Member of the New Jersey Senate from the 6th district
- In office January 8, 1974 – January 10, 1978
- Preceded by: John L. Miller
- Succeeded by: Lee B. Laskin

Personal details
- Born: April 6, 1933 New York City, New York
- Died: June 4, 2019 (aged 86) Burlington, Vermont
- Party: Democratic, later Republican
- Spouse: Harold J. Ammond
- Children: 2
- Education: Pace College Hunter College

= Alene S. Ammond =

American politician (1933–2019)

Alene S. Ammond (April 6, 1933 – June 4, 2019) was an American housewife, activist, and politician who represented parts of Camden County, New Jersey in the New Jersey Senate from 1974 to 1978. She became known as an outspoken and unstoppable advocate for the public interest and public transparency, earning her the nickname "The Terror of Trenton" and opposition from her own party. She was defeated in an intraparty primary challenge in 1977.

==Early life==
Ammond was born on April 6, 1933 in Jackson Heights, New York City. She attended Pace College and Hunter College while pursuing a career as a ballerina. She married Harold J. Ammond in 1957 and dropped out of college in order to start a family; they had two daughters and one son.

== Political career ==
In 1967, Ammond ran unsuccessfully for a seat on the Cherry Hill Township Council.

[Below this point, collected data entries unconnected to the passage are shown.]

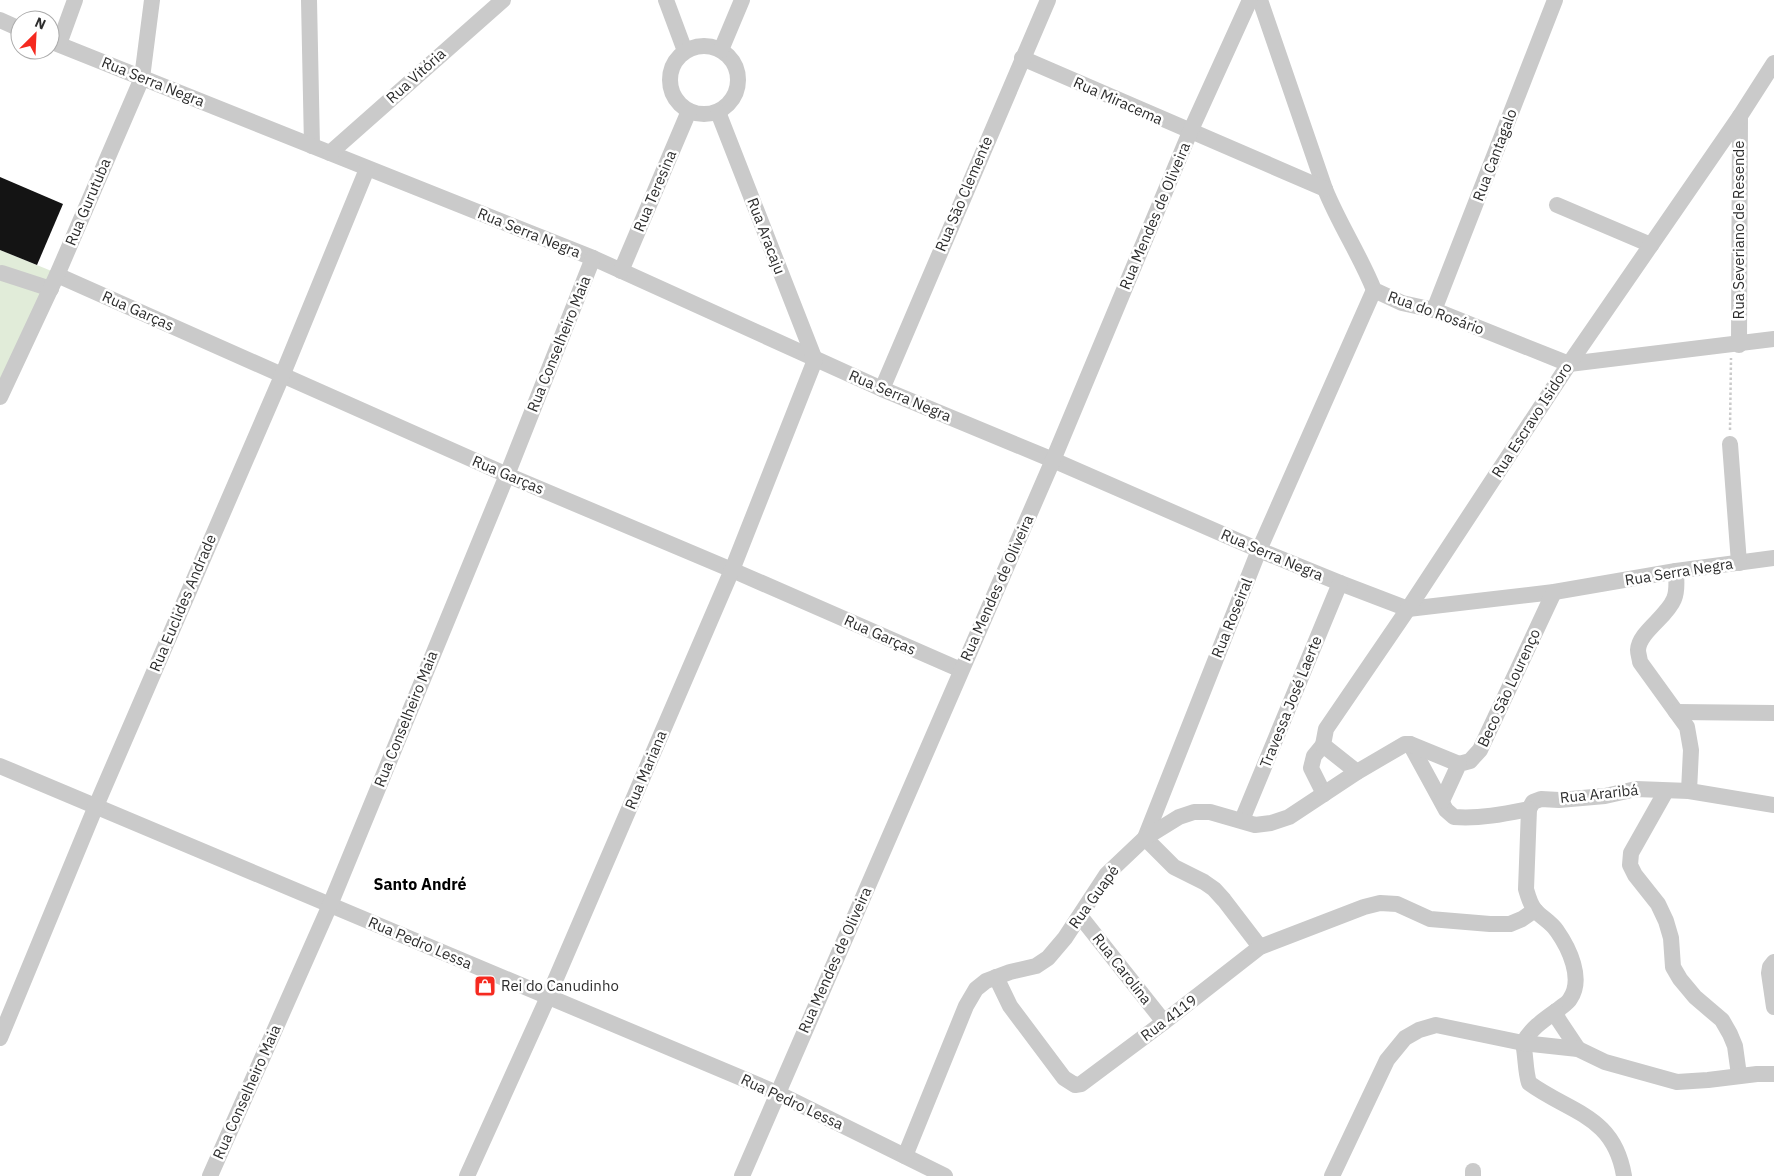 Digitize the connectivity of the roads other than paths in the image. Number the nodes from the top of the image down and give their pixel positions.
1 (75, 0) edge
2 (152, 0) edge
3 (309, 0) edge
4 (502, 0) edge
5 (666, 0) edge
6 (742, 0) edge
7 (1048, 0) edge
8 (1250, 0) edge
9 (1260, 0) edge
10 (1555, 0) edge
11 (60, 32) edge
12 (60, 44) edge
13 (721, 50) junction
14 (685, 51) junction
15 (1022, 58) junction
16 (1774, 63) edge
17 (142, 78) junction
18 (689, 111) junction
19 (718, 112) junction
20 (1740, 116) junction
21 (1190, 132) junction
22 (312, 146) junction
23 (330, 153) junction
24 (367, 169) junction
25 (1325, 189) junction
26 (1557, 205) dead end
27 (1651, 245) junction
28 (593, 258) junction
29 (621, 271) junction
30 (2, 273) dead end
31 (54, 282) junction
32 (1374, 290) junction
33 (1434, 310) junction
34 (1774, 339) edge
35 (1735, 345) junction
36 (815, 360) junction
37 (1569, 364) junction
38 (282, 376) junction
39 (882, 389) junction
40 (0, 397) edge
41 (1730, 444) road end
42 (1053, 460) junction
43 (507, 474) junction
44 (1259, 550) junction
45 (1774, 558) edge
46 (1739, 563) junction
47 (732, 570) junction
48 (1676, 571) junction
49 (1340, 584) junction
50 (1554, 592) junction
51 (1408, 609) junction
52 (961, 670) junction
53 (1676, 712) junction
54 (1774, 713) edge
55 (1410, 744) junction
56 (1323, 745) junction
57 (1459, 764) junction
58 (0, 766) edge
59 (1357, 772) junction
60 (1666, 791) junction
61 (1689, 791) junction
62 (1324, 794) junction
63 (1442, 800) junction
64 (1774, 805) edge
65 (96, 806) junction
66 (1529, 809) junction
67 (1242, 820) junction
68 (1145, 838) junction
69 (330, 905) junction
70 (1535, 910) junction
71 (1080, 916) junction
72 (1260, 946) junction
73 (1774, 962) edge
74 (996, 977) junction
75 (548, 997) junction
76 (1774, 1007) edge
77 (1556, 1011) junction
78 (1164, 1022) junction
79 (0, 1038) edge
80 (1523, 1043) junction
81 (1578, 1048) junction
82 (1774, 1074) edge
83 (1739, 1075) junction
84 (777, 1094) junction
85 (905, 1156) junction
86 (210, 1176) edge
87 (467, 1176) edge
88 (742, 1176) edge
89 (945, 1176) edge
90 (1332, 1176) edge
91 (1624, 1176) edge

1 - 11 street
2 - 17 street, Rua Gurutuba
3 - 22 street
4 - 23 street, Rua Vitória
5 - 14 street
6 - 13 street
7 - 15 street, Rua São Clemente
8 - 21 street, Rua Mendes de Oliveira
9 - 25 street, Rua do Rosário
10 - 33 street, Rua Cantagalo
12 - 17 street, Rua Serra Negra
13 - 14 street
13 - 19 street
14 - 18 street
15 - 21 street, Rua Miracema
15 - 39 street, Rua São Clemente
16 - 20 street, Rua Escravo Isidoro
17 - 22 street, Rua Serra Negra
17 - 31 street, Rua Gurutuba
18 - 19 street
18 - 29 street, Rua Teresina
19 - 36 street, Rua Aracaju
20 - 27 street, Rua Escravo Isidoro
20 - 35 street, Rua Severiano de Resende
21 - 25 street, Rua Miracema
21 - 42 street, Rua Mendes de Oliveira
22 - 23 street, Rua Serra Negra
23 - 24 street, Rua Serra Negra
24 - 28 street, Rua Serra Negra
24 - 38 street, Rua Euclides Andrade
25 - 32 street, Rua do Rosário
26 - 27 street
27 - 37 street, Rua Escravo Isidoro
28 - 29 street, Rua Serra Negra
28 - 43 street, Rua Conselheiro Maia
29 - 36 street, Rua Serra Negra
30 - 31 street, Rua Garças
31 - 38 street, Rua Garças
31 - 40 street, Rua Gurutuba
32 - 33 street, Rua do Rosário
32 - 44 street, Rua Roseiral
33 - 37 street, Rua do Rosário
34 - 35 street, Rua do Rosário
35 - 37 street, Rua do Rosário
36 - 39 street, Rua Serra Negra
36 - 47 street, Rua Mariana
37 - 51 street, Rua Escravo Isidoro
38 - 43 street, Rua Garças
38 - 65 street, Rua Euclides Andrade
39 - 42 street, Rua Serra Negra
41 - 46 street
42 - 44 street, Rua Serra Negra
42 - 52 street, Rua Mendes de Oliveira
43 - 47 street, Rua Garças
43 - 69 street, Rua Conselheiro Maia
44 - 49 street, Rua Serra Negra
44 - 68 street, Rua Roseiral
45 - 46 street, Rua Serra Negra
46 - 48 street, Rua Serra Negra
47 - 52 street, Rua Garças
47 - 75 street, Rua Mariana
48 - 50 street, Rua Serra Negra
48 - 53 street
49 - 51 street, Rua Serra Negra
49 - 67 street, Travessa José Laerte
50 - 51 street, Rua Serra Negra
50 - 57 street, Beco São Lourenço
51 - 56 street, Rua Escravo Isidoro
52 - 84 street, Rua Mendes de Oliveira
53 - 54 street
53 - 61 street
55 - 57 street
55 - 59 street, Rua Guapé
55 - 63 street, Rua Araribá
56 - 59 street
56 - 62 street, Rua Escravo Isidoro
57 - 63 street
58 - 65 street, Rua Pedro Lessa
59 - 62 street, Rua Guapé
60 - 61 street, Rua Araribá
60 - 66 street, Rua Araribá
60 - 83 street
61 - 64 street, Rua Araribá
62 - 67 street, Rua Guapé
63 - 66 street, Rua Araribá
65 - 69 street, Rua Pedro Lessa
65 - 79 street, Rua Euclides Andrade
66 - 70 street
67 - 68 street, Rua Guapé
68 - 71 street, Rua Guapé
68 - 72 street
69 - 75 street, Rua Pedro Lessa
69 - 86 street, Rua Conselheiro Maia
70 - 72 street, Rua 4119
70 - 77 street
71 - 74 street, Rua Guapé
71 - 78 street, Rua Carolina
72 - 78 street, Rua 4119
73 - 76 street
74 - 78 street, Rua 4119
74 - 85 street, Rua Guapé
75 - 84 street, Rua Pedro Lessa
75 - 87 street, Rua Mariana
77 - 80 street
77 - 81 street
80 - 81 street
80 - 90 street
80 - 91 street
81 - 83 street
82 - 83 street
84 - 85 street, Rua Pedro Lessa
84 - 88 street, Rua Mendes de Oliveira
85 - 89 street, Rua Pedro Lessa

=== Cherry Hill League ===
In October 1968, with her family's urging, Ammond joined with Rosemarie Hodspoor and eleven others to form the "Cherry Hill League," a non-partisan group "dedicated to fighting city hall, examining public issues, and presenting them to the government." Ammond was motivated by her numerous failed attempts to have the public library moved to a larger location in a nicer part of the town. Ammond and Hodspoor registered as the state's first "public interest lobbyists." In that invented role, they sought to pressure legislators in Trenton through public information campaigns via newspapers and television. At the local level, they worked to reduce traffic, end a sanitation strike, abolish residency requirements for police officers, and campaign for ethics reform. In common with many other suburban activist groups of the time, the Cherry Hill League's primary focus was property tax reform following a 114 percent increase in rates from 1969 to 1970. Following a remark by the mayor that "the guys who don't pay up" were responsible for high rates, the Cherry Hill League focused on tax delinquent individuals and corporations. Within one week of Ammond publishing a list of such corporations, two-thirds of the outstanding accounts in Cherry Hill were paid in full.

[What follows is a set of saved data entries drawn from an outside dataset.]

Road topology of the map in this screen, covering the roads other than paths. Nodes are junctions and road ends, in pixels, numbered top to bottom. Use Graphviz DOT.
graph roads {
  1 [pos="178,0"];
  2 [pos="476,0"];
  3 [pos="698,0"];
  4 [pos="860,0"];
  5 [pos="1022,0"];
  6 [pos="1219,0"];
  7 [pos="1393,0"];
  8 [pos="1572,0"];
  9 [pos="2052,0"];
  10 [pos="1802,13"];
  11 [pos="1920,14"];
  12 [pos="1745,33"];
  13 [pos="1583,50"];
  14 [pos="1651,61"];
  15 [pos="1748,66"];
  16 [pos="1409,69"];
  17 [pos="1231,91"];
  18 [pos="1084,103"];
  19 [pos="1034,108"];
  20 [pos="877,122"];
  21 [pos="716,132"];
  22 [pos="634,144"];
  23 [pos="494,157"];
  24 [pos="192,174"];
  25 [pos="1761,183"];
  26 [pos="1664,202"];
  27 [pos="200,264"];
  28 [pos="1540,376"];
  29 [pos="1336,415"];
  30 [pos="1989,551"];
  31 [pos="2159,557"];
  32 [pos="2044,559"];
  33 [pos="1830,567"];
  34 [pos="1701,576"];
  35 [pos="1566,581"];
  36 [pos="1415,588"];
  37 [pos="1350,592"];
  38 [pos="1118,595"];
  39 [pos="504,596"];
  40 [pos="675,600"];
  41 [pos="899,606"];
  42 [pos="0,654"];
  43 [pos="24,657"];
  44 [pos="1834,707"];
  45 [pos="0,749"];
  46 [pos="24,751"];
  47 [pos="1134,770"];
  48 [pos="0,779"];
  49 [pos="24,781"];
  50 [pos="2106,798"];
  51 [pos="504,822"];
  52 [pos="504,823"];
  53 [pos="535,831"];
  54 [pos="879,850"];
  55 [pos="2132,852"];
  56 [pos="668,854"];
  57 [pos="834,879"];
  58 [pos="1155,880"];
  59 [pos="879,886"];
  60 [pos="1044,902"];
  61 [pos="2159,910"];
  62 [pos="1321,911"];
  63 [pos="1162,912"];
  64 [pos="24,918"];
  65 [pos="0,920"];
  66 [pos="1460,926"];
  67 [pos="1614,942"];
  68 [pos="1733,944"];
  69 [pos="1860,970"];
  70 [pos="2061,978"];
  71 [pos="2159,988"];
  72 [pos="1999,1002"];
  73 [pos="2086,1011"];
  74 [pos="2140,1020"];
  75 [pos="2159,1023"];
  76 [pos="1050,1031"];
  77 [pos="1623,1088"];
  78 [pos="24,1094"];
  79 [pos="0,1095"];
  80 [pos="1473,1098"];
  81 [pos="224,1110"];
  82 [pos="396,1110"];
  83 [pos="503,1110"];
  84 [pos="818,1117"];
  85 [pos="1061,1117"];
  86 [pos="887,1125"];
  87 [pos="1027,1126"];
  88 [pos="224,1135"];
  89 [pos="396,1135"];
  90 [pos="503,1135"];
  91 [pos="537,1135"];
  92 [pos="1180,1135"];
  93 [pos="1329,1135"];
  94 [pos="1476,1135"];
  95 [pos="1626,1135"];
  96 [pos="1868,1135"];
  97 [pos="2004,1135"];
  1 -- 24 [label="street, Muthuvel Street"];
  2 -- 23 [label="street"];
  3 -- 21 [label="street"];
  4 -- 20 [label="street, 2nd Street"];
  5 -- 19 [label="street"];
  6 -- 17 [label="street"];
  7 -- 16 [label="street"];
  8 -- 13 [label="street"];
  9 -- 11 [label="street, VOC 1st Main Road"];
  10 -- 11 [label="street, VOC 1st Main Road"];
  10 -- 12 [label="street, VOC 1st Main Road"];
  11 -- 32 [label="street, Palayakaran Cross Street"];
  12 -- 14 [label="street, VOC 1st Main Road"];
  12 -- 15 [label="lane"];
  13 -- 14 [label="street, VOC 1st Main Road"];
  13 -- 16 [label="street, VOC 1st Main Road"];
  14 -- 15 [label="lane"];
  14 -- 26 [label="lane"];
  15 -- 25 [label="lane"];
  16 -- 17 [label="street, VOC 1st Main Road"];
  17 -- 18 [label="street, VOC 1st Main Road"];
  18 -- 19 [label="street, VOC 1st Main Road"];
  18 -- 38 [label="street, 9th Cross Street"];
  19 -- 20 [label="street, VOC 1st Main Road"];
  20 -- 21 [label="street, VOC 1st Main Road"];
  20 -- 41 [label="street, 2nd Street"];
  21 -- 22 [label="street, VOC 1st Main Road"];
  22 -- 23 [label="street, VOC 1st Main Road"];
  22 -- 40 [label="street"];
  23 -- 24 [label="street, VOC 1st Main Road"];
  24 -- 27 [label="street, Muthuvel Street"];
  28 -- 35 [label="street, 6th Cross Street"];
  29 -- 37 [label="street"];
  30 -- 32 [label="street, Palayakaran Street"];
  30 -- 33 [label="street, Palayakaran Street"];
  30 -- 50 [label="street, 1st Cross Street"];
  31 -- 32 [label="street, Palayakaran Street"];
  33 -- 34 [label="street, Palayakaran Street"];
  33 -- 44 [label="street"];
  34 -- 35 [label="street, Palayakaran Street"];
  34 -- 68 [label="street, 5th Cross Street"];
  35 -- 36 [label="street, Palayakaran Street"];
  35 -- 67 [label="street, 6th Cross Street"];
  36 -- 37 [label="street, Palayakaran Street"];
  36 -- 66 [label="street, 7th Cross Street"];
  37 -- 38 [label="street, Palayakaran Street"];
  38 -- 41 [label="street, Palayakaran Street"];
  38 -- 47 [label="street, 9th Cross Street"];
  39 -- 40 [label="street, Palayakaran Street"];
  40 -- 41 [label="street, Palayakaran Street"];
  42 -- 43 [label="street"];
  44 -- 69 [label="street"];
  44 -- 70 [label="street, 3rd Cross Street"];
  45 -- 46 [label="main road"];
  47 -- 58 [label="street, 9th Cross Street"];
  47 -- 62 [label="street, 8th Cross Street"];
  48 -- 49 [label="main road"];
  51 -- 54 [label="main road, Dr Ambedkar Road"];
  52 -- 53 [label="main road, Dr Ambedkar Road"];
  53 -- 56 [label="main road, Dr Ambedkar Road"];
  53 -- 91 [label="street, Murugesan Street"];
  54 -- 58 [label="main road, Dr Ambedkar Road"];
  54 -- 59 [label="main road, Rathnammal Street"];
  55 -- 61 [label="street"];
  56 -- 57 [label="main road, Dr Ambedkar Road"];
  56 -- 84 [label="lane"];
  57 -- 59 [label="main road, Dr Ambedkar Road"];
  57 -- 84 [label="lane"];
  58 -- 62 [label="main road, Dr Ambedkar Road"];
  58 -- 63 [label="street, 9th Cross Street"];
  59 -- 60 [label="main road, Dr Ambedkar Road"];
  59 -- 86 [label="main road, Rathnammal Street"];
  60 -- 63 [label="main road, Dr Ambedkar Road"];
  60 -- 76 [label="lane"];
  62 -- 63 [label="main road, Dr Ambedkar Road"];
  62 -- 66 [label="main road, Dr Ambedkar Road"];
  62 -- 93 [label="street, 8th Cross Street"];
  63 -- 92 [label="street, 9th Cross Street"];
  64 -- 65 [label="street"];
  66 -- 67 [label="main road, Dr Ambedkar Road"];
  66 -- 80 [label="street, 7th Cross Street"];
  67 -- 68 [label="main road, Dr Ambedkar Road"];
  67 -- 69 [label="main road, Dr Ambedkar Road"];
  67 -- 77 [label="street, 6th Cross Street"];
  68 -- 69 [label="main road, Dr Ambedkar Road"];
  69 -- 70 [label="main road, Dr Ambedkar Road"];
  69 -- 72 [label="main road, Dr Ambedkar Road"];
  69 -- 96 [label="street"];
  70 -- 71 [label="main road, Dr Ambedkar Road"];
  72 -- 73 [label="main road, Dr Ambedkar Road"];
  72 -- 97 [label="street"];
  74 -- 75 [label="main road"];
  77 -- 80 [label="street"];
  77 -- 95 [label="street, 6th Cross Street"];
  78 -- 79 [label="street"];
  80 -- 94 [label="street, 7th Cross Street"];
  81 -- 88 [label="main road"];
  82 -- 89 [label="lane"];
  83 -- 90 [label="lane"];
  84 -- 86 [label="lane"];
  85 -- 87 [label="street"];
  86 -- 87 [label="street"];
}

From the start, Ammond received pushback from local political leadership, particularly the Camden County Democratic Party organization, where leaders told her that she "wasn't meant for politics." According to Ammond, both she and Hodspoor received slashed tires, obscene phone calls, and visits from intimidating men at their homes. These issues abated after Ammond testified to the United States Senate in May 1972 on the "uneven, erratic, and often unfair administration of the property tax," entitling her to federal law enforcement protection upon request. Ammond's testimony on New Jersey property taxes was compiled with the assistance of the Tax Reform Research Group, a think tank founded by Ralph Nader.

=== New Jersey Senate ===
In 1973, Ammond was endorsed by the Camden County Democratic chair to run for the New Jersey Senate in the newly formed 6th legislative district. She defeated John Jehr in the primary by about 500 votes out of over 8,000 cast. In the general election, she defeated Republican incumbent John L. Miller with 53 percent of the vote, carried by the strength of the reaction against the Watergate scandal and her reputation for opposing corruption.

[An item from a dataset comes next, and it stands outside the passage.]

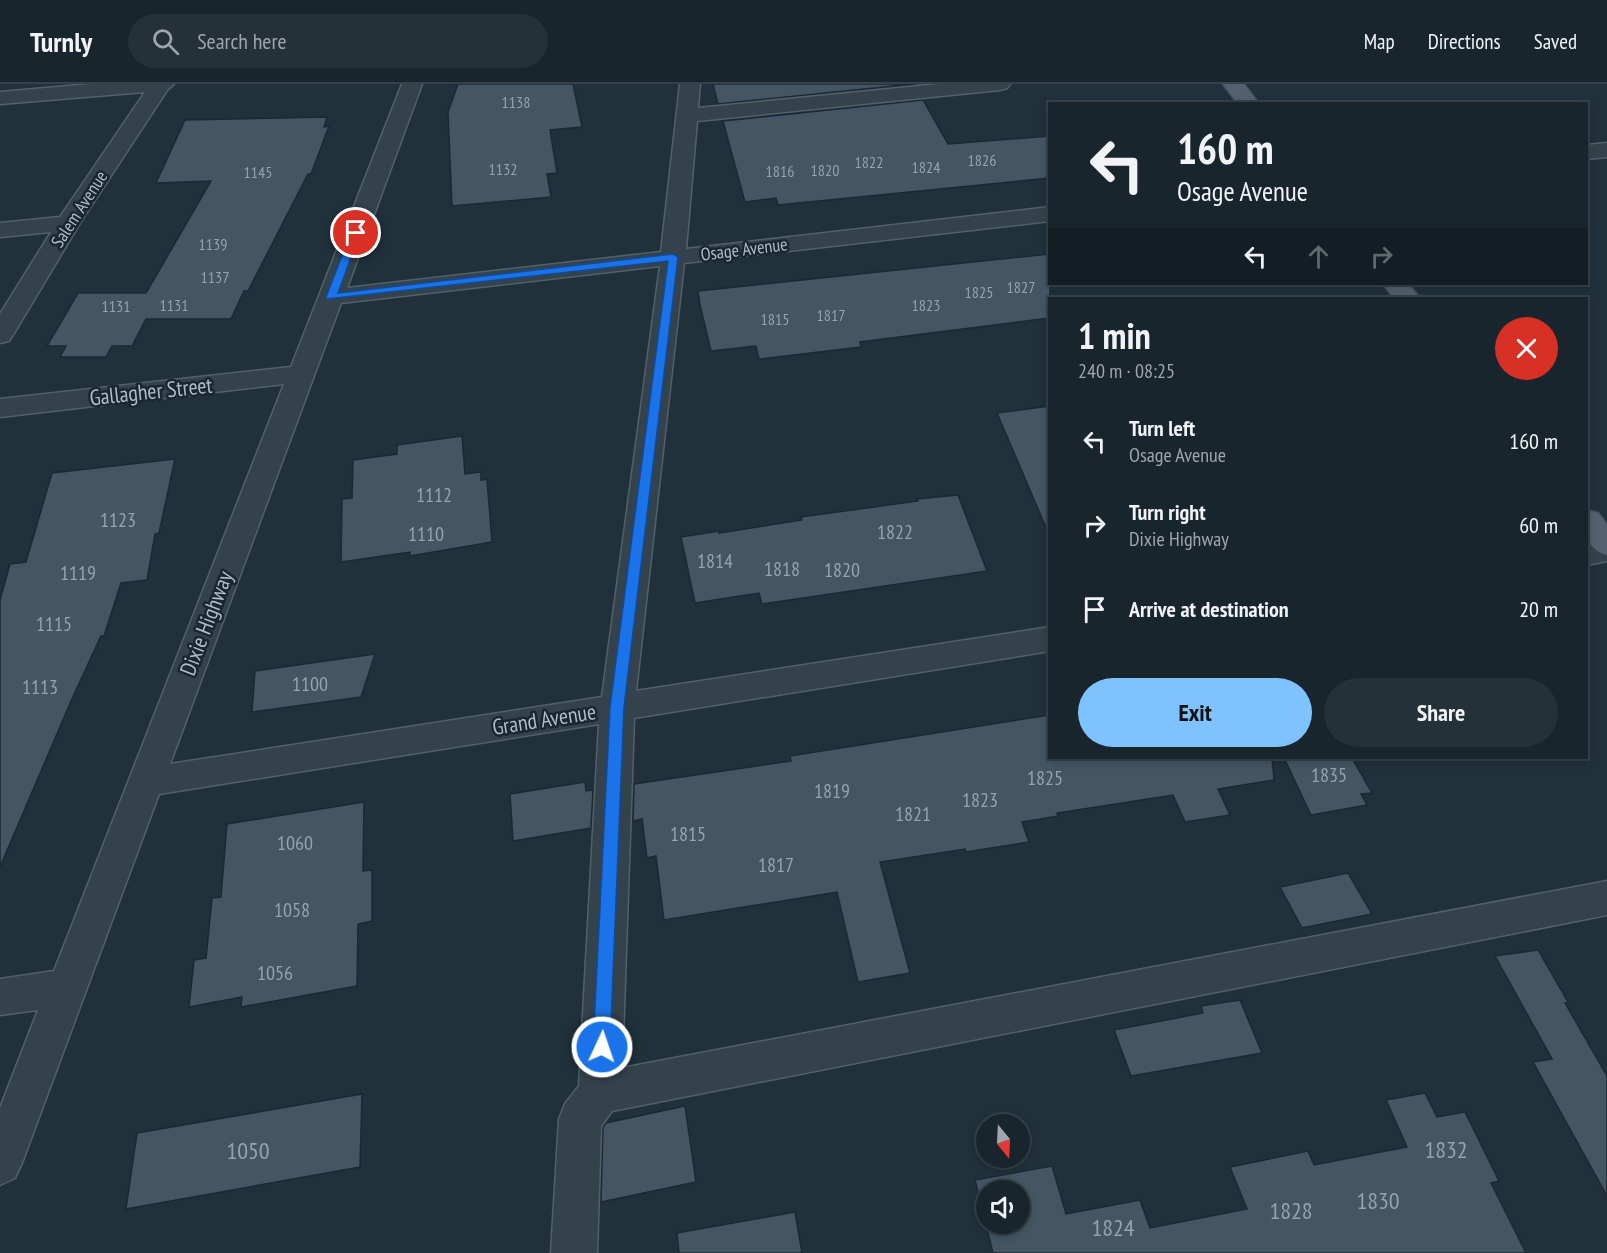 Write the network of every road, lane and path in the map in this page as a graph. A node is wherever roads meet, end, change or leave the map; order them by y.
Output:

As a senator, Ammond was vocal in opposing machine politics. For example, she used senatorial courtesy to block the appointment of a new Camden County prosecutor and clashed with Senate president Frank J. Dodd. In January 1975, she was expelled from the Democratic caucus for sharing caucus deliberations and publicly charging legislators with self-dealing. She sued in federal court, where Judge Mitchell Harry Cohen held that the expulsion violated her First Amendment rights and ordered her readmission to the caucus, to her colleagues' dismay. One senator publicly told her, "You're not part of the team," and she replied, "I have no intention of being part of your team, Senator. I don't like what it stands for. Besides, I have another team outside."

While in the Senate, she wrote a column for Family Circle Magazine based on her previous experience in public interest lobbying.

In 1977, Ammond was defeated in the Democratic primary by former Cherry Hill councilman Victor Pachter, who had the support of the party machine. Pachter went on to lose the general election to Lee Laskin.

=== Later campaigns ===
In 1980, she ran in the Democratic primary for New Jersey's 6th congressional district but placed last out of three candidates.

In 1993, Ammond ran as a third-party candidate for Governor of New Jersey under the slogan "For the People." She placed eighth out of 19 candidates, receiving 0.13 percent of the vote.

In 2002, she ran as the Republican nominee for mayor of Cherry Hill but was defeated by Bernie Platt.

== Later life and death ==
Ammond later moved to Voorhees Township, New Jersey. She died June 4, 2019, at the University of Vermont Medical Center from complications of pneumonia.